Slowly, I started to lose interest in everything he didn’t like. My dresses were calf-length and unflattering — benefitting for someone with no intention of attracting any men. He helped with my schoolwork and sent me self-growth materials he thought I’d need. The relationship was good even though I was still bearing most of the financial burden. 

He started serving in the West, so seeing him meant travelling from my school in the South. We’d split the transport — I’d pay the ₦4,500 going, and he’d pay it coming. I’d also take foodstuffs out of what I had in school and, sometimes, buy gifts to take to him. I didn’t mind building with him. 

But in January 2018, I started talking to Kosi* online. He was a relative of one of my high school besties, so we sort of knew each other. When we started talking on Facebook, it was innocent — we’d banter and just gist. We both enjoyed each other’s company, but soon, feelings started getting involved. Once we kissed, I knew I’d fucked up, and I told my boyfriend about it. 

The relationship became very strained. Whenever I did anything, he’d remind me of how I ran into the arms of another man. When I asked for us to break up, he said he wanted to work things out. I don’t think he recovered from that because he became very insecure. 

There were times I suspected him of bugging my phone because we’d be having a conversation, and he’d indirectly mention something I had said to others in chats.
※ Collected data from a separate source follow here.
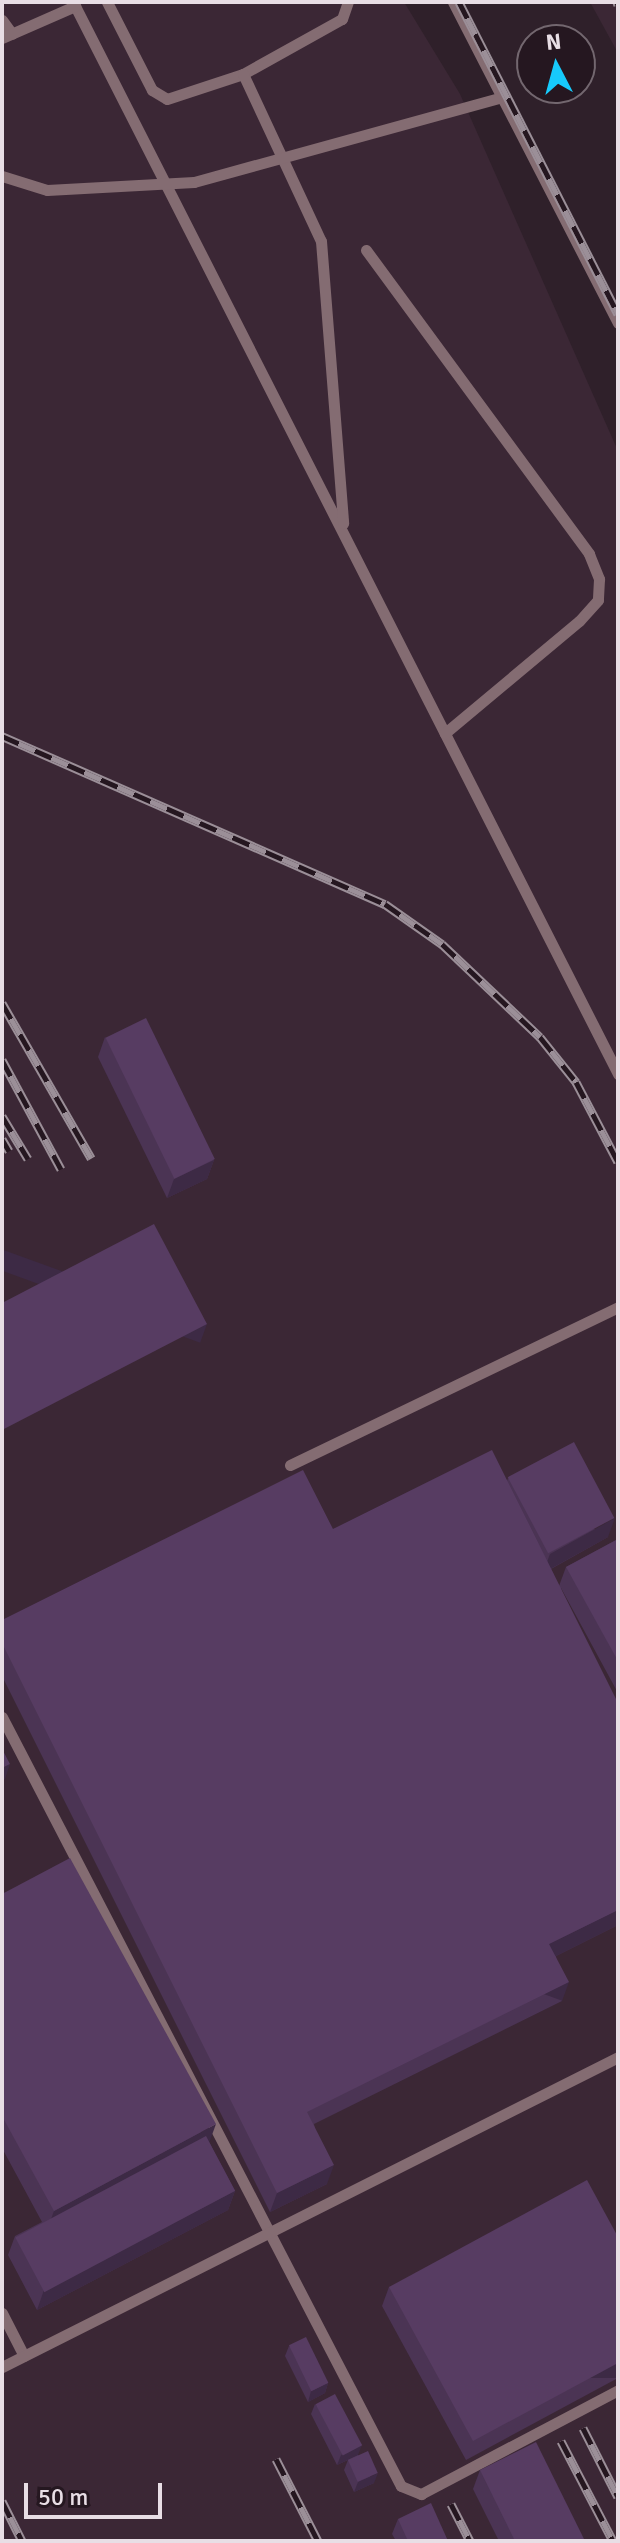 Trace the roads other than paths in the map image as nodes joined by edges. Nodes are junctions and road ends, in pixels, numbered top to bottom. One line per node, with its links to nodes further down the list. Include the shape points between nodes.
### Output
1 (107, 2): 7 (lane, via 161,99)
2 (348, 2): 7 (lane, via 342,19)
3 (453, 2): 8 (lane)
4 (74, 4): 6 (lane); 11 (lane)
5 (2, 20): 6 (lane)
6 (7, 36)
7 (243, 74): 9 (lane)
8 (502, 97): 9 (lane); 13 (lane)
9 (278, 158): 11 (lane); 14 (lane, via 321,241)
10 (2, 176): 11 (lane, via 47,190)
11 (168, 184): 14 (lane)
12 (366, 250): 15 (lane, via 589,554 599,579 598,600 579,621)
13 (618, 323)
14 (344, 534): 15 (lane)
15 (445, 733): 16 (lane)
16 (618, 1074)
17 (618, 1307): 18 (lane)
18 (290, 1465)
19 (2, 1717): 21 (lane)
20 (618, 2057): 21 (lane)
21 (274, 2235): 23 (lane); 25 (lane, via 410,2493 421,2494)
22 (2, 2313): 23 (lane)
23 (24, 2356): 24 (lane)
24 (2, 2367)
25 (618, 2390) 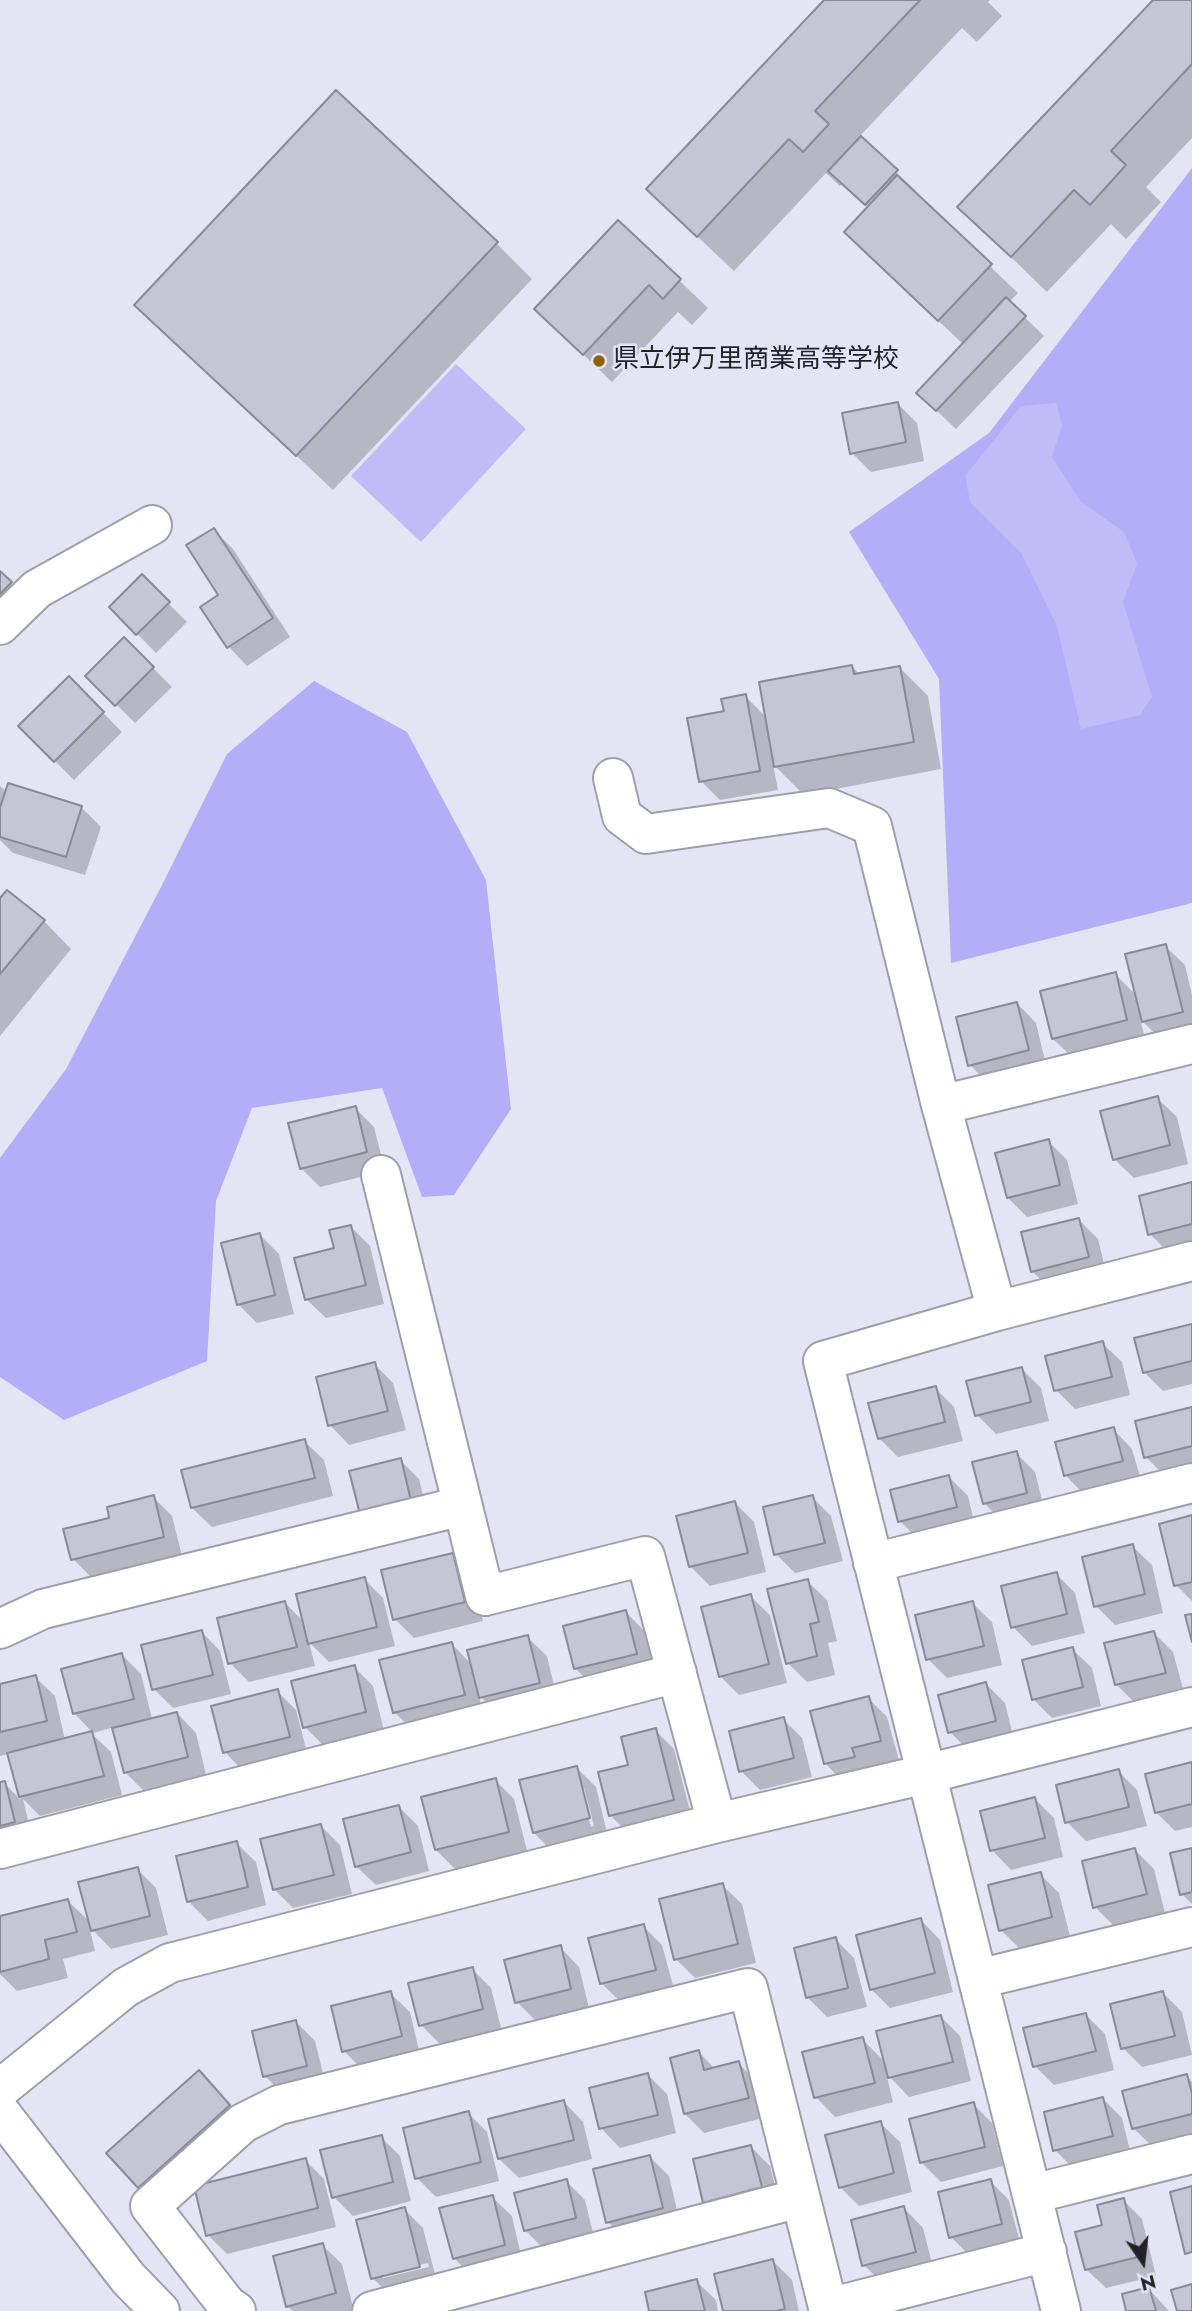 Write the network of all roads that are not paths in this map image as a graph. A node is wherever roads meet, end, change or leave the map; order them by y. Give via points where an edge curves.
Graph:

But I knew I had given him a reason to doubt me, so I didn’t focus on his invasion of my privacy as much.  

It continued during my IT period too. One of my managers, that was Muslim, had gifted me ₦20k. It was his salah gift and contribution towards getting a new phone because mine had been stolen six months before. I excitedly called my boyfriend to tell him, but he asked me to return it. This time, I made it clear the man had no underlying motives, and I wouldn’t turn down help when I clearly needed it. 

We eventually moved past that, and he visited my family house on my birthday in July. It might as well have been an engagement because he met my parents and declared his intentions. We got engaged officially in March 2019. Things were going fine, and he was excited for me to graduate at the end of that year so we could settle down. As the time drew closer, I started to see he was in this bubble he’d built himself, and we were nowhere near ready for marriage. 

He was still earning ₦40k from his job at a radio station. I tried to get him a better-paying bank job through my friend’s husband, but he didn’t want it. I asked him to try and talk to the top state government officials he met through his job and interacted with frequently, but he said it might upset his current boss. I know how likeable he was and how easy it’d be for him to upscale if he wanted to, but he didn’t want to move from his comfort zone. I never asked for anything; instead, I was always giving, so he was okay. 

I didn’t know how to end things because I kept worrying about what people would say, how I’d face everyone I’d cut off. This remains my biggest mistake because I stayed even though I’d mentally and emotionally checked out. 

By January 2020, Kosi* and I had become close again. When he reached out, he stated his intention was not to date but to marry me. He knew I was still with someone, but he wanted me to give him a try, and I honestly didn’t object. When Maxwell attended my grandparent’s burial, he went through my phone and read the chats between us. He saw that Kosi and I had reconnected and were “going out”. We went our separate ways after that. I regret the split wasn’t more honourable on my part because it gave Maxwell the leverage to say nasty things about my character. For months after we broke up, he’d drop think pieces on Facebook and Twitter about how women were scum, how he was the loving boyfriend that got played by a wicked woman. One of the rants ended up on a popular gossip blog even. I just wanted to do what was best for me. 

Kosi and I got married in November 2020, he wasn’t joking when he said he wanted to marry me and giving him a chance remains one of the best decisions of my life. I married a man who not only cares for me but is secure enough in my love for him. He loves when I wear makeup, dress up and spend time with my friends.

Names have been changed to protect their identity.